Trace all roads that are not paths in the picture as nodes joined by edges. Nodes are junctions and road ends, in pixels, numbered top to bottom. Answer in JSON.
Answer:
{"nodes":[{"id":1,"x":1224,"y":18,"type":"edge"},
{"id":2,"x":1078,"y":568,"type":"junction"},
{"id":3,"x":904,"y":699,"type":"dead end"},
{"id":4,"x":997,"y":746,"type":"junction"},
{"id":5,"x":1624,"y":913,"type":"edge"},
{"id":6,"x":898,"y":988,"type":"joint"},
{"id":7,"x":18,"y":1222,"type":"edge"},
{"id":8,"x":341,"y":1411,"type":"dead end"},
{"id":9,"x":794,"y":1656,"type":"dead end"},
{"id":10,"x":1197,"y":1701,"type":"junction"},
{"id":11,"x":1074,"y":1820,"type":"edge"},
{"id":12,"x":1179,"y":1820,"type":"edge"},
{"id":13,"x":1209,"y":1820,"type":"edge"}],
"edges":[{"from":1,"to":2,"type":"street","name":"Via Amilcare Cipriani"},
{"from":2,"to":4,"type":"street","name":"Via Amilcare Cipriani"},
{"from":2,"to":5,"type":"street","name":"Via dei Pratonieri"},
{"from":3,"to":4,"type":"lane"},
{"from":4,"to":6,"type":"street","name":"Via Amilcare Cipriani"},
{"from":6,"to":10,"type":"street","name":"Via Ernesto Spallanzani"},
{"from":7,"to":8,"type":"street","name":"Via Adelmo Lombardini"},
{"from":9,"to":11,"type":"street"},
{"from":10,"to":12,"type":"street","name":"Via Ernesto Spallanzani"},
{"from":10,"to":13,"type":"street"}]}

________________________________________

**EXERCISE AIM**.
Wherever a line in the entries holds "Cipriani", copy that line.

**TASK SOLUTION**.
"edges":[{"from":1,"to":2,"type":"street","name":"Via Amilcare Cipriani"},
{"from":2,"to":4,"type":"street","name":"Via Amilcare Cipriani"},
{"from":4,"to":6,"type":"street","name":"Via Amilcare Cipriani"},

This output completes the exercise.